A verbal pat on the back is only a few vertebrae away from a verbal kick in the pants. When you want to maintain good relationships with people who you like, always incorporate terms of endearment. “Please,” “would you mind,” “I like [or “love,” if appropriate] it when you __” are musts, no matter how familiar you are with the person.
“Honey,” “sweetie,” “baby,” “dear,” “love,” and “darling” are great terms to use when you have just been in verbal battle with a loved one. These terms often reassure the person that no matter how angry you both got at one another, you still feel tremendous affection towards her. On the other hand, the consequences of speaking these words to the wrong person in the wrong context can be disastrous. They can land you in front of a judge in a sexual harassment suit or get you fired, not to mention generating a lot of unnecessary hard feelings.
Southerners and older people who see nothing wrong with calling someone they like “darlin” have to be extra careful, since their use of terms of endearment are a way of life.
The moral of this story is to be always mindful of whom you are going to verbally endear.

Pay Attention to Trigger Words and Phrases.
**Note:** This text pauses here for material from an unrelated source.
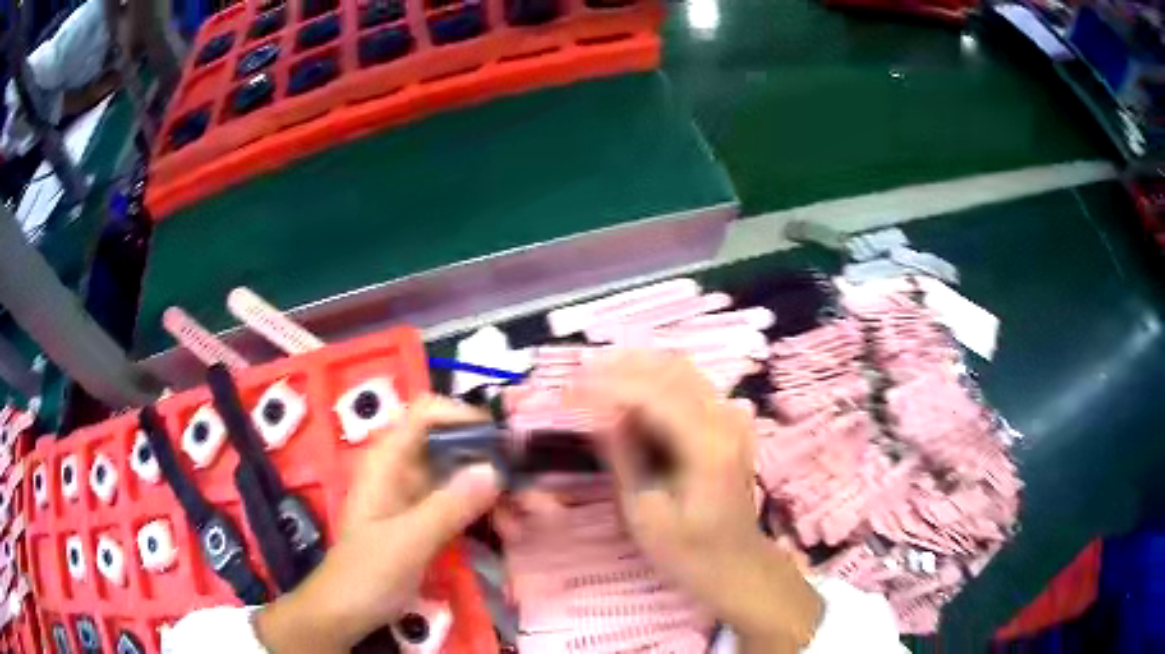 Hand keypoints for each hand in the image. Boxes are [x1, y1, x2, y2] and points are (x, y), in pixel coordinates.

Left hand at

Sometimes, things are going along fine, and then all of a sudden you hear a word or a phrase that sets you off, starting a full-scale war. These words and phrases can cause long-buried negative emotions to resurface.
The following list gives some phrases you should never use. They are destined to trigger a negative response and put someone on the defensive. When a sentence or conversation begins with any of these phrases, the person has automatically tuned you out, is ready to attack, or is ready to verbally defend himself.

1. You should have ___
2. You never ___
3. Why don't you ever ___
4. Why didn't you ___
5. You'd better ___
6. I don't believe you.
7. That's not true.
8. Don't you ever ___
9. How could you ever ___
10. You make me ___

Instead, you might want to substitute the phrases listed here with the following phrases, which are destined to get the person to hear you and perhaps do what you want them to do:

1. Perhaps you could ___
2. I'd appreciate it if you would ___
3. It would be in your best interest if you would ___
4. Have you looked at it from this point of view?
5. I don't mean to contradict you, but have you also considered ___?
6. Perhaps we could both ___
7. May I suggest ___?
8. I would prefer _____
9. It hurts my feelings when you don't ___
10. Do you think it would be a good idea if ___?
11. I would never criticize you, but don't you think that perhaps__?

Monitor Your Mouth


Just as it is essential to know when to speak up, it is equally important to know when to keep quiet. You can do this by observing your opponents clearly.
If you stop, look at them, and really listen and empathize with them, you will be surprised at how much less frequently you will say the wrong thing. You will become more conscious of your words. If you stop and suck in air for a moment before you speak, you will never make a faux pas. Mistakes like these are usually made when you are not thinking about whom you are speaking to and what you intend to say.

Speak Up Immediately!


No festering allowed! No shoving what they said, and your emotional reactions to it, under the table! No more keeping things in. Speak out immediately. The best phrase for you to use when you are miffed by what someone had just said is, “Excuse me, what did you mean by that? Explain what you mean.”
If you heard right the first time, and they said what you thought they said, take immediate issue. What happens when it’s 2 A.M., and your thinking about a perceived negative comment keeps you up? Call the person first thing in the morning when she gets into work, and deal with it then. Otherwise, if it’s a reasonable time in the day, call her as soon as the comment starts to bother you.